Waving Goodbye to Arbitration

Henry Allen Blair | Stinson | August 9, 2019

I can’t believe we’re more than a week into August! I don’t know about you, but I feel like I’m going to have to say goodbye to summer too soon. I love fall, so maybe that’s not so bad?

Anyway, speaking of farewells, this week we get a back-to-the-basics refresher from the Eleventh Circuit on waving bye-bye to the right to arbitrate. Although the particulars involved a consumer arbitration agreement, the key reasoning applies more broadly to all arbitrations.

In Freeman v. SmartPay Leasing, LLC, 771 Fed.Appx. 926 (11th Cir. 2019), SmartPay and Freeman entered into an agreement providing that the party initiating arbitration could choose either the AAA or JAMS rules and administrative services.

Freeman had a beef with SmartPay. So, she sued SmartPay in federal district court. Shortly thereafter, the parties filed a joint motion to stay and to refer the dispute to binding arbitration. Freeman selected JAMS as the arbitration forum, she filled out the required form, and she paid a $250 initial filing fee.

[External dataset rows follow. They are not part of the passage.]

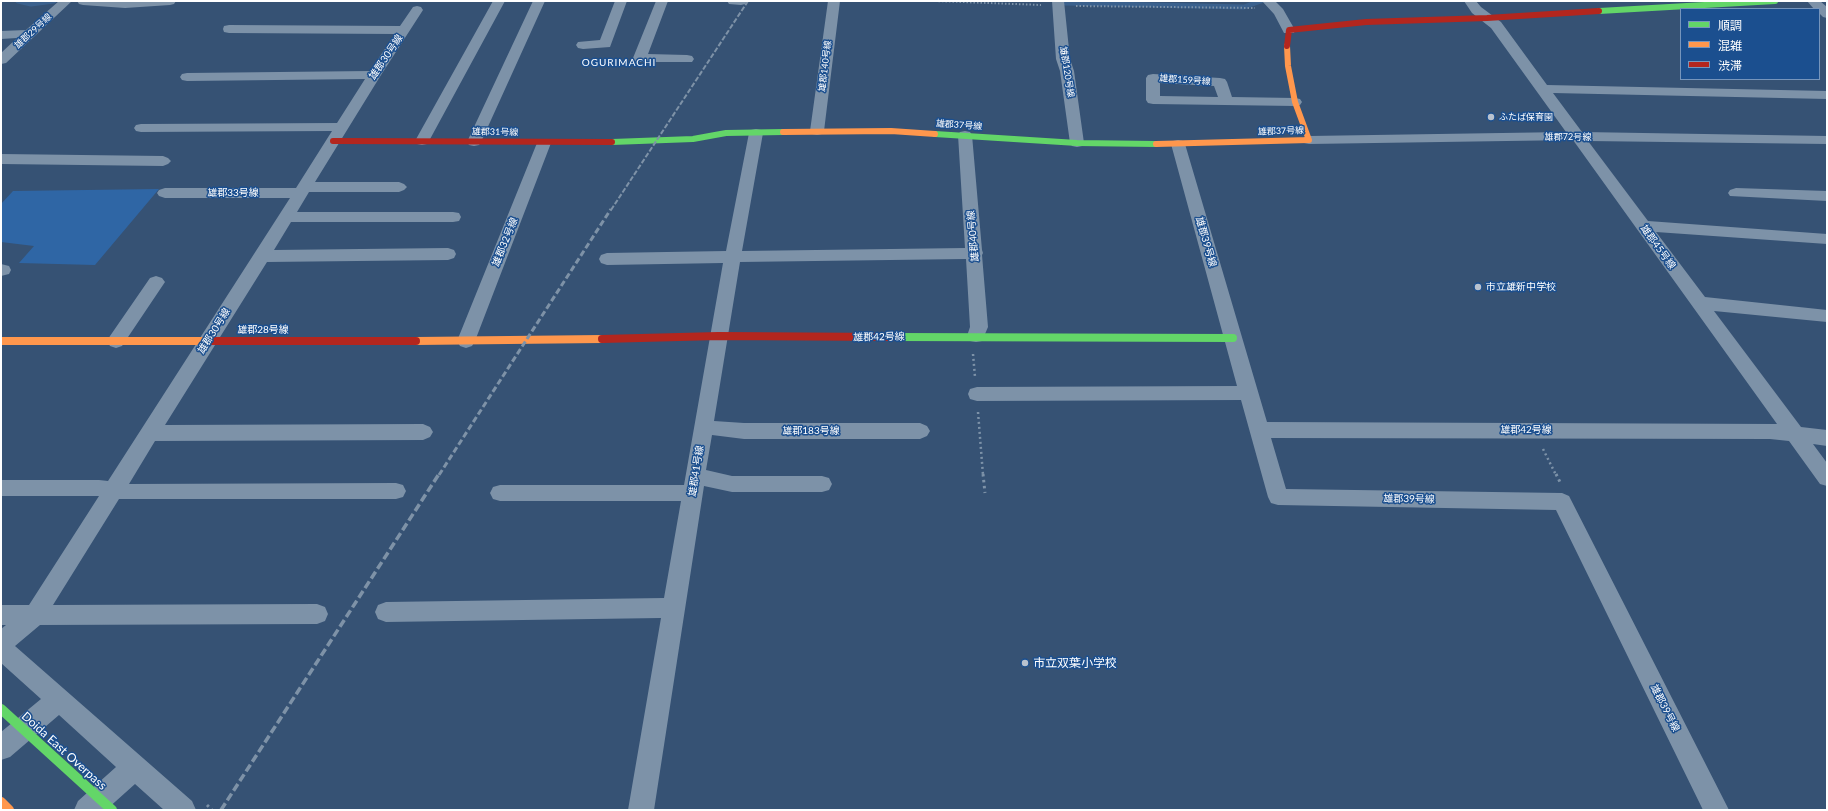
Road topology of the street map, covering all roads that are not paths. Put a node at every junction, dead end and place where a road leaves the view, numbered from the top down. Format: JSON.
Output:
{"nodes":[{"id":1,"x":66,"y":1,"type":"edge"},
{"id":2,"x":83,"y":1,"type":"edge"},
{"id":3,"x":170,"y":1,"type":"edge"},
{"id":4,"x":499,"y":1,"type":"edge"},
{"id":5,"x":539,"y":1,"type":"edge"},
{"id":6,"x":622,"y":1,"type":"edge"},
{"id":7,"x":662,"y":1,"type":"edge"},
{"id":8,"x":733,"y":1,"type":"edge"},
{"id":9,"x":741,"y":1,"type":"edge"},
{"id":10,"x":834,"y":1,"type":"edge"},
{"id":11,"x":1470,"y":1,"type":"edge"},
{"id":12,"x":1775,"y":1,"type":"edge"},
{"id":13,"x":1813,"y":1,"type":"edge"},
{"id":14,"x":151,"y":2,"type":"edge"},
{"id":15,"x":1270,"y":2,"type":"edge"},
{"id":16,"x":1058,"y":4,"type":"edge"},
{"id":17,"x":417,"y":10,"type":"dead end"},
{"id":18,"x":1827,"y":14,"type":"edge"},
{"id":19,"x":1487,"y":18,"type":"junction"},
{"id":20,"x":229,"y":29,"type":"dead end"},
{"id":21,"x":404,"y":30,"type":"junction"},
{"id":22,"x":1289,"y":30,"type":"junction"},
{"id":23,"x":29,"y":34,"type":"junction"},
{"id":24,"x":1,"y":35,"type":"edge"},
{"id":25,"x":583,"y":45,"type":"dead end"},
{"id":26,"x":688,"y":59,"type":"dead end"},
{"id":27,"x":1,"y":60,"type":"edge"},
{"id":28,"x":374,"y":75,"type":"junction"},
{"id":29,"x":186,"y":77,"type":"dead end"},
{"id":30,"x":1542,"y":89,"type":"junction"},
{"id":31,"x":1827,"y":95,"type":"edge"},
{"id":32,"x":1227,"y":101,"type":"junction"},
{"id":33,"x":1294,"y":102,"type":"junction"},
{"id":34,"x":141,"y":128,"type":"dead end"},
{"id":35,"x":817,"y":131,"type":"junction"},
{"id":36,"x":756,"y":133,"type":"junction"},
{"id":37,"x":337,"y":134,"type":"junction"},
{"id":38,"x":965,"y":135,"type":"junction"},
{"id":39,"x":1578,"y":136,"type":"junction"},
{"id":40,"x":656,"y":140,"type":"joint"},
{"id":41,"x":1309,"y":140,"type":"junction"},
{"id":42,"x":1827,"y":140,"type":"edge"},
{"id":43,"x":422,"y":141,"type":"junction"},
{"id":44,"x":474,"y":142,"type":"junction"},
{"id":45,"x":544,"y":143,"type":"junction"},
{"id":46,"x":1077,"y":143,"type":"junction"},
{"id":47,"x":1178,"y":144,"type":"junction"},
{"id":48,"x":1,"y":159,"type":"edge"},
{"id":49,"x":163,"y":162,"type":"dead end"},
{"id":50,"x":399,"y":187,"type":"dead end"},
{"id":51,"x":303,"y":190,"type":"junction"},
{"id":52,"x":165,"y":193,"type":"dead end"},
{"id":53,"x":1736,"y":193,"type":"dead end"},
{"id":54,"x":1827,"y":196,"type":"edge"},
{"id":55,"x":286,"y":217,"type":"junction"},
{"id":56,"x":453,"y":217,"type":"dead end"},
{"id":57,"x":1643,"y":226,"type":"junction"},
{"id":58,"x":1827,"y":239,"type":"edge"},
{"id":59,"x":975,"y":253,"type":"junction"},
{"id":60,"x":448,"y":254,"type":"dead end"},
{"id":61,"x":262,"y":256,"type":"junction"},
{"id":62,"x":733,"y":256,"type":"junction"},
{"id":63,"x":607,"y":259,"type":"dead end"},
{"id":64,"x":156,"y":282,"type":"dead end"},
{"id":65,"x":1698,"y":302,"type":"junction"},
{"id":66,"x":1827,"y":316,"type":"edge"},
{"id":67,"x":718,"y":336,"type":"junction"},
{"id":68,"x":976,"y":336,"type":"junction"},
{"id":69,"x":1233,"y":338,"type":"junction"},
{"id":70,"x":1,"y":341,"type":"edge"},
{"id":71,"x":116,"y":341,"type":"junction"},
{"id":72,"x":208,"y":341,"type":"junction"},
{"id":73,"x":466,"y":341,"type":"junction"},
{"id":74,"x":526,"y":341,"type":"joint"},
{"id":75,"x":1248,"y":393,"type":"junction"},
{"id":76,"x":977,"y":394,"type":"dead end"},
{"id":77,"x":703,"y":427,"type":"junction"},
{"id":78,"x":1259,"y":430,"type":"junction"},
{"id":79,"x":920,"y":431,"type":"dead end"},
{"id":80,"x":423,"y":432,"type":"dead end"},
{"id":81,"x":151,"y":433,"type":"junction"},
{"id":82,"x":1793,"y":434,"type":"junction"},
{"id":83,"x":1827,"y":438,"type":"edge"},
{"id":84,"x":1827,"y":478,"type":"edge"},
{"id":85,"x":822,"y":484,"type":"dead end"},
{"id":86,"x":694,"y":485,"type":"junction"},
{"id":87,"x":1,"y":488,"type":"edge"},
{"id":88,"x":113,"y":491,"type":"junction"},
{"id":89,"x":396,"y":492,"type":"dead end"},
{"id":90,"x":500,"y":493,"type":"dead end"},
{"id":91,"x":674,"y":608,"type":"junction"},
{"id":92,"x":386,"y":612,"type":"dead end"},
{"id":93,"x":317,"y":614,"type":"dead end"},
{"id":94,"x":1,"y":615,"type":"edge"},
{"id":95,"x":34,"y":616,"type":"junction"},
{"id":96,"x":1,"y":643,"type":"edge"},
{"id":97,"x":1,"y":648,"type":"edge"},
{"id":98,"x":60,"y":699,"type":"junction"},
{"id":99,"x":1,"y":709,"type":"edge"},
{"id":100,"x":1,"y":748,"type":"edge"},
{"id":101,"x":135,"y":767,"type":"junction"},
{"id":102,"x":1,"y":802,"type":"edge"},
{"id":103,"x":9,"y":810,"type":"edge"},
{"id":104,"x":87,"y":810,"type":"edge"},
{"id":105,"x":112,"y":810,"type":"edge"},
{"id":106,"x":183,"y":810,"type":"edge"},
{"id":107,"x":641,"y":810,"type":"edge"},
{"id":108,"x":1716,"y":810,"type":"edge"}],
"edges":[{"from":1,"to":23,"type":"street","name":"雄郡29号線"},
{"from":2,"to":14,"type":"street"},
{"from":3,"to":14,"type":"street"},
{"from":4,"to":43,"type":"street"},
{"from":5,"to":44,"type":"street"},
{"from":6,"to":25,"type":"street"},
{"from":7,"to":26,"type":"street"},
{"from":8,"to":9,"type":"street"},
{"from":10,"to":35,"type":"street","name":"雄郡140号線"},
{"from":11,"to":19,"type":"street","name":"雄郡45号線"},
{"from":12,"to":19,"type":"street"},
{"from":13,"to":18,"type":"street"},
{"from":15,"to":22,"type":"street"},
{"from":16,"to":46,"type":"street","name":"雄郡120号線"},
{"from":17,"to":21,"type":"street","name":"雄郡30号線"},
{"from":19,"to":22,"type":"street"},
{"from":19,"to":30,"type":"street","name":"雄郡45号線"},
{"from":20,"to":21,"type":"street"},
{"from":21,"to":28,"type":"street","name":"雄郡30号線"},
{"from":22,"to":33,"type":"street","name":"雄郡37号線"},
{"from":23,"to":24,"type":"street"},
{"from":23,"to":27,"type":"street","name":"雄郡29号線"},
{"from":28,"to":29,"type":"street"},
{"from":28,"to":37,"type":"street","name":"雄郡30号線"},
{"from":30,"to":31,"type":"street"},
{"from":30,"to":39,"type":"street","name":"雄郡45号線"},
{"from":32,"to":32,"type":"street","name":"雄郡159号線"},
{"from":32,"to":33,"type":"street","name":"雄郡159号線"},
{"from":33,"to":41,"type":"street","name":"雄郡37号線"},
{"from":34,"to":37,"type":"street"},
{"from":35,"to":36,"type":"street","name":"雄郡37号線"},
{"from":35,"to":38,"type":"street","name":"雄郡37号線"},
{"from":36,"to":40,"type":"street","name":"雄郡37号線"},
{"from":36,"to":62,"type":"street","name":"雄郡41号線"},
{"from":37,"to":43,"type":"street","name":"雄郡31号線"},
{"from":37,"to":51,"type":"street","name":"雄郡30号線"},
{"from":38,"to":46,"type":"street","name":"雄郡37号線"},
{"from":38,"to":59,"type":"street","name":"雄郡40号線"},
{"from":39,"to":41,"type":"street","name":"雄郡72号線"},
{"from":39,"to":42,"type":"street","name":"雄郡72号線"},
{"from":39,"to":57,"type":"street","name":"雄郡45号線"},
{"from":40,"to":45,"type":"street","name":"雄郡31号線"},
{"from":41,"to":47,"type":"street","name":"雄郡37号線"},
{"from":43,"to":44,"type":"street","name":"雄郡31号線"},
{"from":44,"to":45,"type":"street","name":"雄郡31号線"},
{"from":45,"to":73,"type":"street","name":"雄郡32号線"},
{"from":46,"to":47,"type":"street","name":"雄郡37号線"},
{"from":47,"to":69,"type":"street","name":"雄郡39号線"},
{"from":48,"to":49,"type":"street"},
{"from":50,"to":51,"type":"street","name":"雄郡33号線"},
{"from":51,"to":52,"type":"street","name":"雄郡33号線"},
{"from":51,"to":55,"type":"street","name":"雄郡30号線"},
{"from":53,"to":54,"type":"street"},
{"from":55,"to":56,"type":"street"},
{"from":55,"to":61,"type":"street","name":"雄郡30号線"},
{"from":57,"to":58,"type":"street"},
{"from":57,"to":65,"type":"street","name":"雄郡45号線"},
{"from":59,"to":62,"type":"street"},
{"from":59,"to":68,"type":"street","name":"雄郡40号線"},
{"from":60,"to":61,"type":"street"},
{"from":61,"to":72,"type":"street","name":"雄郡30号線"},
{"from":62,"to":63,"type":"street"},
{"from":62,"to":67,"type":"street","name":"雄郡41号線"},
{"from":64,"to":71,"type":"street"},
{"from":65,"to":66,"type":"street"},
{"from":65,"to":82,"type":"street","name":"雄郡45号線"},
{"from":67,"to":68,"type":"street","name":"雄郡42号線"},
{"from":67,"to":74,"type":"street","name":"雄郡42号線"},
{"from":67,"to":77,"type":"street","name":"雄郡41号線"},
{"from":68,"to":69,"type":"street","name":"雄郡42号線"},
{"from":69,"to":75,"type":"street","name":"雄郡39号線"},
{"from":70,"to":71,"type":"street","name":"雄郡28号線"},
{"from":71,"to":72,"type":"street","name":"雄郡28号線"},
{"from":72,"to":73,"type":"street","name":"雄郡28号線"},
{"from":72,"to":81,"type":"street","name":"雄郡30号線"},
{"from":73,"to":74,"type":"street","name":"雄郡28号線"},
{"from":75,"to":76,"type":"street"},
{"from":75,"to":78,"type":"street","name":"雄郡39号線"},
{"from":77,"to":79,"type":"street","name":"雄郡183号線"},
{"from":77,"to":86,"type":"street","name":"雄郡41号線"},
{"from":78,"to":82,"type":"street","name":"雄郡42号線"},
{"from":78,"to":108,"type":"street","name":"雄郡39号線"},
{"from":80,"to":81,"type":"street"},
{"from":81,"to":88,"type":"street","name":"雄郡30号線"},
{"from":82,"to":83,"type":"street","name":"雄郡42号線"},
{"from":82,"to":84,"type":"street","name":"雄郡45号線"},
{"from":85,"to":86,"type":"street"},
{"from":86,"to":90,"type":"street"},
{"from":86,"to":91,"type":"street","name":"雄郡41号線"},
{"from":87,"to":88,"type":"street"},
{"from":88,"to":89,"type":"street"},
{"from":88,"to":95,"type":"street","name":"雄郡30号線"},
{"from":91,"to":92,"type":"street"},
{"from":91,"to":107,"type":"street","name":"雄郡41号線"},
{"from":93,"to":95,"type":"street"},
{"from":94,"to":95,"type":"street"},
{"from":95,"to":96,"type":"street","name":"雄郡30号線"},
{"from":97,"to":98,"type":"street"},
{"from":98,"to":100,"type":"street"},
{"from":98,"to":101,"type":"street"},
{"from":99,"to":105,"type":"street","name":"Doida East Overpass","bridge":true},
{"from":101,"to":104,"type":"street"},
{"from":101,"to":106,"type":"street"},
{"from":102,"to":103,"type":"street"}]}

This is where things went off the rails. SmartPay alleged that there were important procedural differences between the parties’ arbitration agreement and the JAMS rules. The details aren’t overly important, but the gist is that SmartPay argued those differences meant that this wasn’t truly a “consumer arbitration” under JAMS rules. (Basically, SmartPay didn’t want to have to pay all of the costs of the arbitration, other than the initial $250 that Freeman paid.)

JAMS didn’t buy it. It said that it wouldn’t administer the “consumer arbitration” unless and until SmartPay finished paying $950 in filing fees and waived any provisions in the parties’ agreement contrary to JAMS’s Consumer Minimum Standards. SmartPay stood firm by its position that this wasn’t a “consumer arbitration.” So it refused to pay the balance of filing fee. It ultimately took the position that if JAMS wouldn’t administer the arbitration, the case would have to be dismissed and refiled with the AAA.

JAMS did dismiss, but Freeman opted not to refile with the AAA. Instead, she went back to the district court and asked that the stay be lifted. She argued that SmartPay had waived its right to demand arbitration by refusing to pay the remaining initial filing fee. The district court agreed.

On appeal, the Eleventh Circuit noted that under FAA § 3, a district court should stay the litigation “until such arbitration has been had in accordance with the terms of the agreement, providing the applicant for the stay is not in default in proceeding with such arbitration.” Default includes waiver. Waiver, in turn, hinges on whether a party has acted inconsistently with the right to arbitrate and that inconsistent behavior has prejudiced the other party.

The Eleventh Circuit agreed that SmartPay had waived its rights by failing to pay the filing fee. In so doing, it said the issue of whether the alleged conflicts between the arbitration agreement and the JAMS rules could be reconciled was one for the arbitrator. By refusing to pay the balance of the initial filing fee, SmartPay acted inconsistently with its right to demand arbitration. In turn, that prejudiced Freeman because it precluded her from seeking relief through her chosen arbitral forum.

I’m sympathetic to SmartPay in one sense: JAMS seemingly required SmartPay to waive its procedural arguments before it even got into arbitration. That’s problematic. But the lesson of the case is that arbitral institutions aren’t arbitrators. SmartPay could have and should have made its procedural arguments to the arbitrator. It agreed to JAMS as a forum. Once it did, couldn’t escape that forum on the grounds that the forum was applying arguably the wrong rules. That should have been taken up with the arbitrator herself.